Task description: Each line in the records below that has the word "roads" should be copied.

────

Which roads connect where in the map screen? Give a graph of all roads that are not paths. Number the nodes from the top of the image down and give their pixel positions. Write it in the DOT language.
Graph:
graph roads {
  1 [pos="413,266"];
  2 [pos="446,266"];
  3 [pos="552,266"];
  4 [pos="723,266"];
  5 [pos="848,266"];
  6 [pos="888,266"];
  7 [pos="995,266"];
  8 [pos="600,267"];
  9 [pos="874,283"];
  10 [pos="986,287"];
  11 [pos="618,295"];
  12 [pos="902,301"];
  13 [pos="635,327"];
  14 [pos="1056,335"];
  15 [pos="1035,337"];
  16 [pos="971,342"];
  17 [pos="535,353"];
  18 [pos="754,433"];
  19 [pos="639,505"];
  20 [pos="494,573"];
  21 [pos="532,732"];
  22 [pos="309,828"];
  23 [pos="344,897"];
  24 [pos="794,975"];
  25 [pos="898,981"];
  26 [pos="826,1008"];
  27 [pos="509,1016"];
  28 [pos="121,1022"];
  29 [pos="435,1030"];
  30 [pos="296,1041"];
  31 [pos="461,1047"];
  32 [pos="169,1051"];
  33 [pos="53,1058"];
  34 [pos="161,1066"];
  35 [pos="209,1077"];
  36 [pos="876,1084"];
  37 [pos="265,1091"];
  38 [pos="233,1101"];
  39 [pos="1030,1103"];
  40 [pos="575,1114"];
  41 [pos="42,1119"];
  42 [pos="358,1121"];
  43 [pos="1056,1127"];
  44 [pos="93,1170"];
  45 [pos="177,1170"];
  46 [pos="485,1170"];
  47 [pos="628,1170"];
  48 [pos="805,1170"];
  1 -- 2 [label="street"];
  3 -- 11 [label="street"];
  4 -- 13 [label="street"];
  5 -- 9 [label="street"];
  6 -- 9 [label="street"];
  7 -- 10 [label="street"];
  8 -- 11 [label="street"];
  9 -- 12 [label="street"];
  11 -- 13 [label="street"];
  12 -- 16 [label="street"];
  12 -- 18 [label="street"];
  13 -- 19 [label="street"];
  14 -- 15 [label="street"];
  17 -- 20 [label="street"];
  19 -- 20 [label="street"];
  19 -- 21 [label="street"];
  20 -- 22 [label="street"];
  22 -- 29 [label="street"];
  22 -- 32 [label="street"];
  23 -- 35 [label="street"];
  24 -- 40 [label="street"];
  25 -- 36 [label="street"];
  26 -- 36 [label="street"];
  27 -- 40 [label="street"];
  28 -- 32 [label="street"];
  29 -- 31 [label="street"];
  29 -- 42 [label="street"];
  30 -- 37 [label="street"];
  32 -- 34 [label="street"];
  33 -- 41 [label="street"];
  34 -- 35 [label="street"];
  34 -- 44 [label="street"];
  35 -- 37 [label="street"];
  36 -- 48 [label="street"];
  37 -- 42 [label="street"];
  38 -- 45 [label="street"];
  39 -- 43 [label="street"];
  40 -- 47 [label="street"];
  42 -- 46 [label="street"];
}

────

Expected answer:
Which roads connect where in the map screen? Give a graph of all roads that are not paths. Number the nodes from the top of the image down and give their pixel positions. Write it in the DOT language.
graph roads {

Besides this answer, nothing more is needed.